Tashiro Hiroki, Takahashi Koichiro, Tanaka Masahide, Komiya Kazutoshi, Nakamura Tomomi, Kimura Shinya, Tada Yoshifumi, Sueoka-Aragane Naoko
Division of Hematology, Respiratory Medicine and Oncology, Faculty of Medicine, Saga University, Saga, Japan.
Division of Rheumatology, Department of Internal Medicine, Faculty of Medicine, Saga University, Saga, Japan.
J Thorac Dis. 2017 Feb;9(2):303-309. doi: 10.21037/jtd.2017.02.15.
Major pulmonary manifestations associated with microscopic polyangiitis (MPA) include diffuse alveolar hemorrhage (DAH) and interstitial pneumonia (IP).We previously showed bronchiectasis (BE) was one of the pulmonary complications of MPA. However, clinical features of BE patients with MPA are not fully understood. We investigated the characteristics and prognosis of BE patients with MPA.
Forty-five MPA patients were retrospectively studied. The patients were divided into two groups: patients with BE and those without BE.
Thirty-one of 45 patients (69%) had pulmonary involvement including IP (23/45, 51%), BE (7/45, 16%), and DAH (5/45, 11%). There were no differences between the patients with BE versus those without with regard to clinical characteristics and initial treatments. However, the prognosis for patients with BE was better than those without BE during the first year after diagnosis, but it was worse between 1 and 5 years, which was statistically significant. Two BE patients died between 1 and 5 years as a result of pneumonia.

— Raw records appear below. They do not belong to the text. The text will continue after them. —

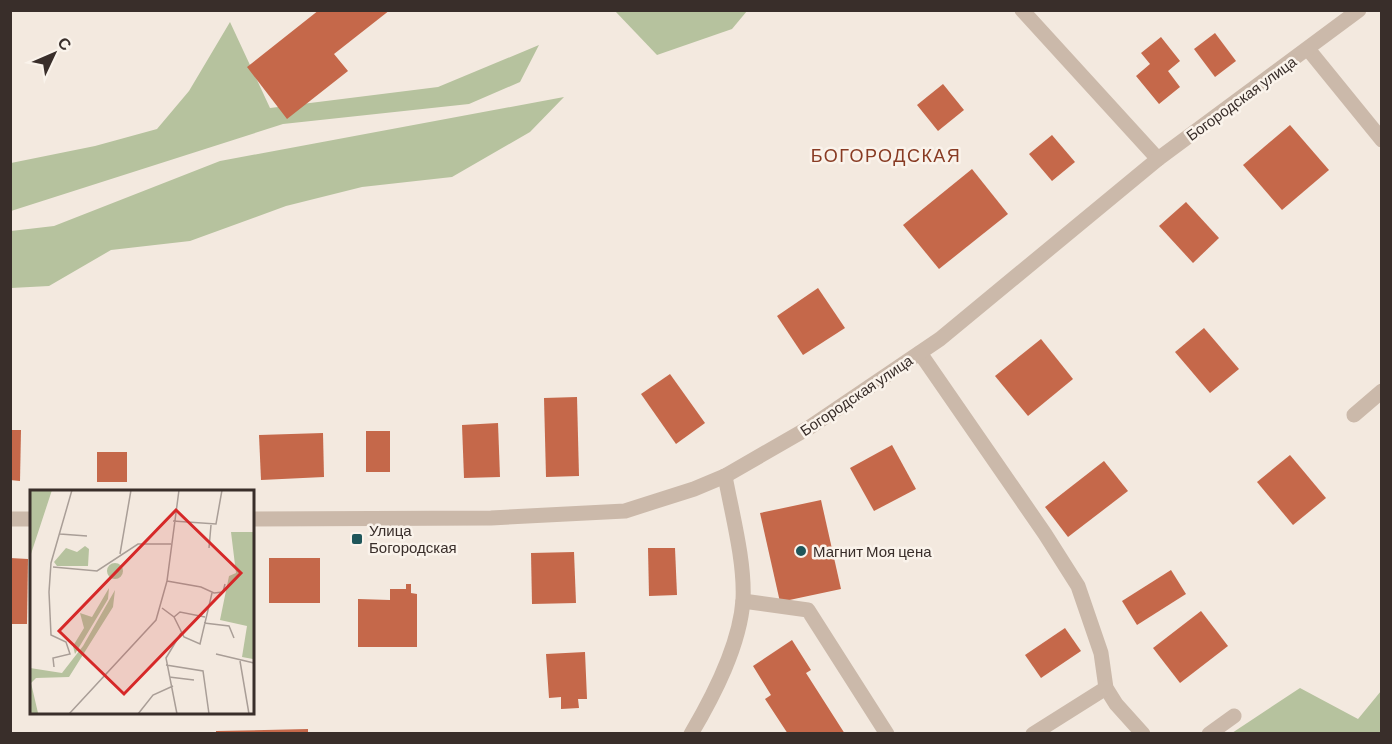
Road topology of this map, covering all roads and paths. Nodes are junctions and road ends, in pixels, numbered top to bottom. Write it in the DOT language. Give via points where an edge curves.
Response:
graph roads {
  1 [pos="1022,10"];
  2 [pos="1359,10"];
  3 [pos="1308,49"];
  4 [pos="1382,140"];
  5 [pos="1158,159"];
  6 [pos="920,353"];
  7 [pos="1382,391"];
  8 [pos="1354,415"];
  9 [pos="725,476"];
  10 [pos="10,519"];
  11 [pos="30,519"];
  12 [pos="254,519"];
  13 [pos="743,601"];
  14 [pos="1106,688"];
  15 [pos="1234,716"];
  16 [pos="692,734"];
  17 [pos="887,734"];
  18 [pos="1033,734"];
  19 [pos="1143,734"];
  20 [pos="1209,734"];
  1 -- 5 [label="street"];
  2 -- 3 [label="street, Богородская улица"];
  3 -- 4 [label="street"];
  3 -- 5 [label="street, Богородская улица"];
  5 -- 6 [label="street, Богородская улица"];
  6 -- 9 [label="street, Богородская улица" via="810,427"];
  6 -- 14 [label="street" via="1078,586 1101,653"];
  7 -- 8 [label="street"];
  9 -- 12 [label="street, Богородская улица" via="625,511 491,518"];
  9 -- 13 [label="street" via="743,576"];
  10 -- 11 [label="street"];
  13 -- 16 [label="street" via="737,636 710,702"];
  13 -- 17 [label="street" via="808,610"];
  14 -- 18 [label="street"];
  14 -- 19 [label="street"];
  15 -- 20 [label="street"];
}
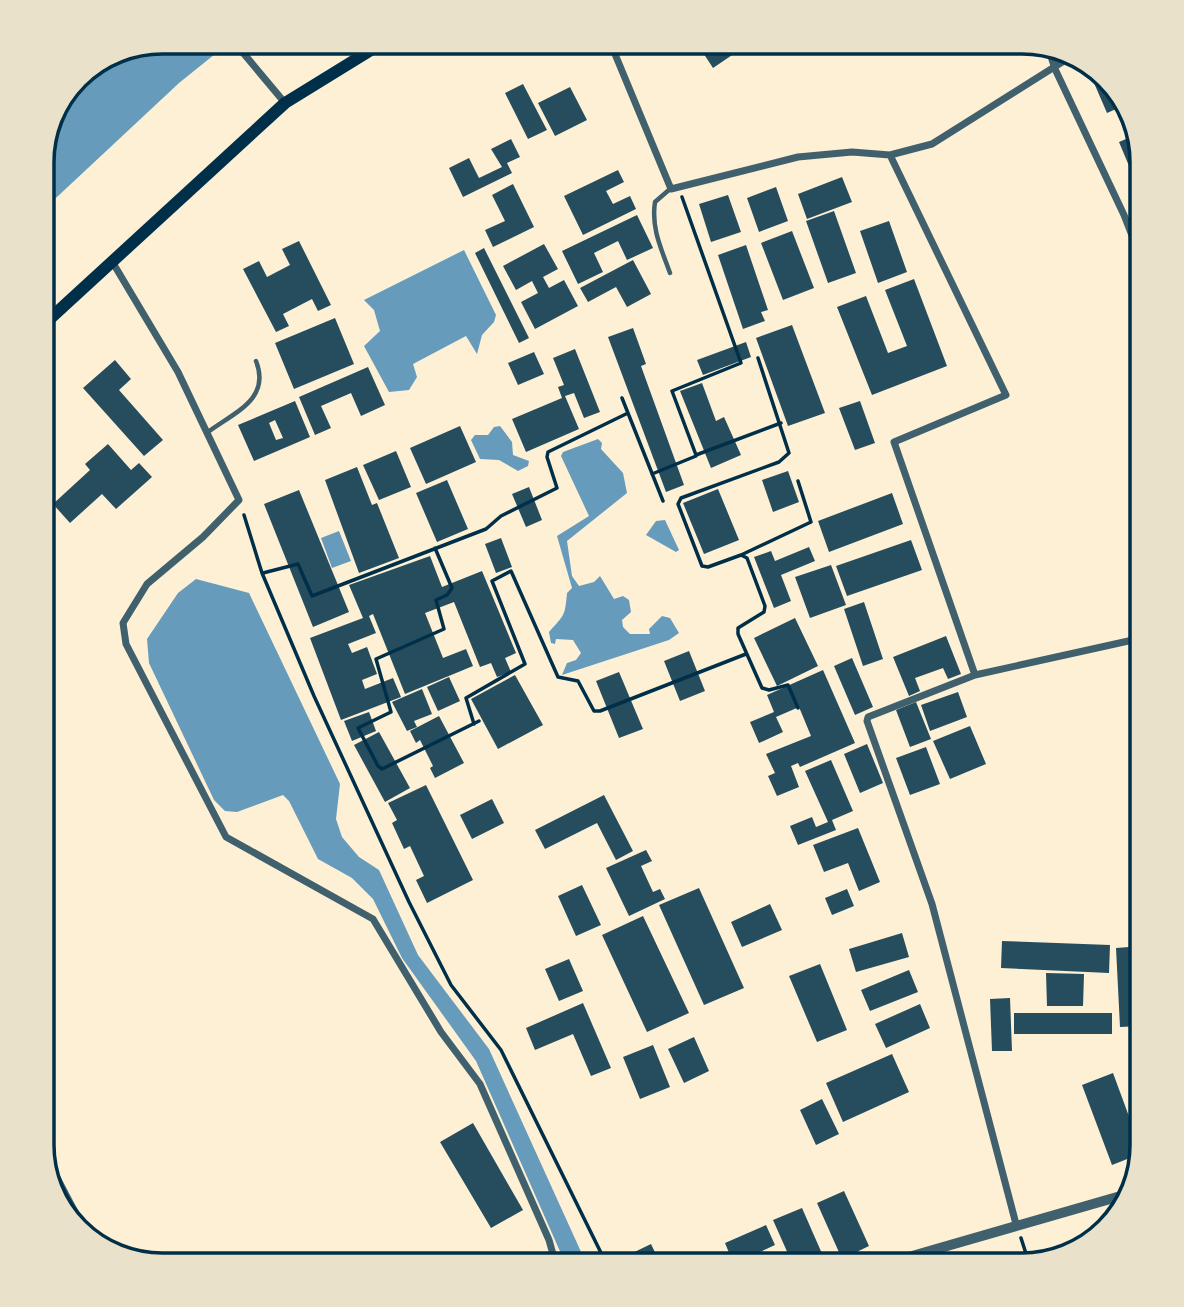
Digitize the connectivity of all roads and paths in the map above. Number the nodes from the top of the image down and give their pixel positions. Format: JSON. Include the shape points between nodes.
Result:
{"nodes":[{"id":1,"x":243,"y":54,"type":"edge"},
{"id":2,"x":365,"y":54,"type":"edge"},
{"id":3,"x":615,"y":54,"type":"edge"},
{"id":4,"x":1052,"y":59,"type":"edge"},
{"id":5,"x":1063,"y":63,"type":"edge"},
{"id":6,"x":1055,"y":69,"type":"junction"},
{"id":7,"x":285,"y":103,"type":"junction"},
{"id":8,"x":890,"y":155,"type":"junction"},
{"id":9,"x":675,"y":188,"type":"junction"},
{"id":10,"x":1130,"y":229,"type":"edge"},
{"id":11,"x":113,"y":263,"type":"junction"},
{"id":12,"x":670,"y":273,"type":"dead end"},
{"id":13,"x":54,"y":315,"type":"edge"},
{"id":14,"x":758,"y":358,"type":"dead end"},
{"id":15,"x":256,"y":361,"type":"dead end"},
{"id":16,"x":622,"y":398,"type":"dead end"},
{"id":17,"x":628,"y":413,"type":"junction"},
{"id":18,"x":781,"y":423,"type":"junction"},
{"id":19,"x":208,"y":432,"type":"junction"},
{"id":20,"x":698,"y":456,"type":"junction"},
{"id":21,"x":652,"y":474,"type":"junction"},
{"id":22,"x":798,"y":481,"type":"dead end"},
{"id":23,"x":239,"y":500,"type":"junction"},
{"id":24,"x":663,"y":501,"type":"dead end"},
{"id":25,"x":435,"y":548,"type":"junction"},
{"id":26,"x":741,"y":555,"type":"junction"},
{"id":27,"x":262,"y":573,"type":"junction"},
{"id":28,"x":1130,"y":641,"type":"edge"},
{"id":29,"x":747,"y":654,"type":"junction"},
{"id":30,"x":975,"y":675,"type":"junction"},
{"id":31,"x":798,"y":708,"type":"dead end"},
{"id":32,"x":479,"y":721,"type":"dead end"},
{"id":33,"x":474,"y":724,"type":"junction"},
{"id":34,"x":1117,"y":1197,"type":"edge"},
{"id":35,"x":1016,"y":1224,"type":"junction"},
{"id":36,"x":1020,"y":1237,"type":"dead end"},
{"id":37,"x":553,"y":1253,"type":"edge"},
{"id":38,"x":601,"y":1253,"type":"edge"},
{"id":39,"x":921,"y":1253,"type":"edge"},
{"id":40,"x":1025,"y":1253,"type":"edge"}],
"edges":[{"from":1,"to":7,"type":"street"},
{"from":2,"to":7,"type":"main road"},
{"from":3,"to":9,"type":"street"},
{"from":4,"to":6,"type":"street"},
{"from":5,"to":6,"type":"street"},
{"from":6,"to":8,"type":"street","via":[[932,144]]},
{"from":6,"to":10,"type":"street"},
{"from":7,"to":11,"type":"main road"},
{"from":8,"to":9,"type":"street","via":[[852,152],[798,157]]},
{"from":8,"to":30,"type":"street","via":[[1006,395],[894,442]]},
{"from":9,"to":12,"type":"lane","via":[[655,202],[653,215]]},
{"from":9,"to":20,"type":"path","via":[[741,363],[672,391]]},
{"from":11,"to":13,"type":"main road"},
{"from":11,"to":19,"type":"street"},
{"from":14,"to":18,"type":"path"},
{"from":15,"to":19,"type":"lane","via":[[262,374],[260,388]]},
{"from":16,"to":17,"type":"path"},
{"from":17,"to":21,"type":"path"},
{"from":17,"to":25,"type":"path","via":[[548,452],[558,484],[554,491],[501,516],[486,529]]},
{"from":18,"to":20,"type":"path"},
{"from":18,"to":26,"type":"path","via":[[790,450],[786,458],[679,501],[702,566]]},
{"from":19,"to":23,"type":"street"},
{"from":20,"to":21,"type":"path"},
{"from":21,"to":24,"type":"path"},
{"from":22,"to":26,"type":"path","via":[[811,522]]},
{"from":23,"to":27,"type":"path"},
{"from":23,"to":37,"type":"street","via":[[147,584],[123,623],[126,644],[226,837],[373,919],[441,1032],[480,1084]]},
{"from":25,"to":27,"type":"path","via":[[312,596],[298,564]]},
{"from":25,"to":33,"type":"path","via":[[452,588],[436,600],[444,629],[376,659],[391,712],[358,728],[382,769]]},
{"from":26,"to":29,"type":"path","via":[[747,558],[765,606],[764,612],[738,628]]},
{"from":27,"to":38,"type":"path","via":[[409,902],[451,985],[501,1050]]},
{"from":28,"to":30,"type":"street"},
{"from":29,"to":31,"type":"path","via":[[762,688],[788,685]]},
{"from":29,"to":33,"type":"path","via":[[594,710],[578,681],[558,677],[511,570],[492,581],[525,664],[466,698]]},
{"from":30,"to":35,"type":"street","via":[[867,721],[932,904]]},
{"from":32,"to":33,"type":"path"},
{"from":34,"to":35,"type":"street"},
{"from":35,"to":39,"type":"street"},
{"from":36,"to":40,"type":"path"}]}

BE as a complication of MPA might be related to lower mortality in the acute phase and higher mortality in the chronic phase compared to other pulmonary manifestations. More attention to pulmonary infection is needed for patients with BE during the chronic phase.
与显微镜下多血管炎(MPA)相关的主要肺部表现包括弥漫性肺泡出血(DAH)和间质性肺炎(IP)。我们之前表明支气管扩张(BE)是MPA的肺部并发症之一。然而,MPA合并BE患者的临床特征尚未完全明确。我们对MPA合并BE患者的特征及预后进行了研究。
对45例MPA患者进行回顾性研究。将患者分为两组:有BE的患者和无BE的患者。
45例患者中有31例(69%)出现肺部受累,包括IP(23/45,51%)、BE(7/45,16%)和DAH(5/45,11%)。有BE的患者与无BE的患者在临床特征和初始治疗方面无差异。然而,诊断后的第一年,有BE的患者预后优于无BE的患者,但1至5年期间则较差,差异具有统计学意义。两名BE患者在1至5年期间因肺炎死亡。
与其他肺部表现相比,BE作为MPA的并发症可能与急性期死亡率较低和慢性期死亡率较高有关。慢性期BE患者需要更多关注肺部感染。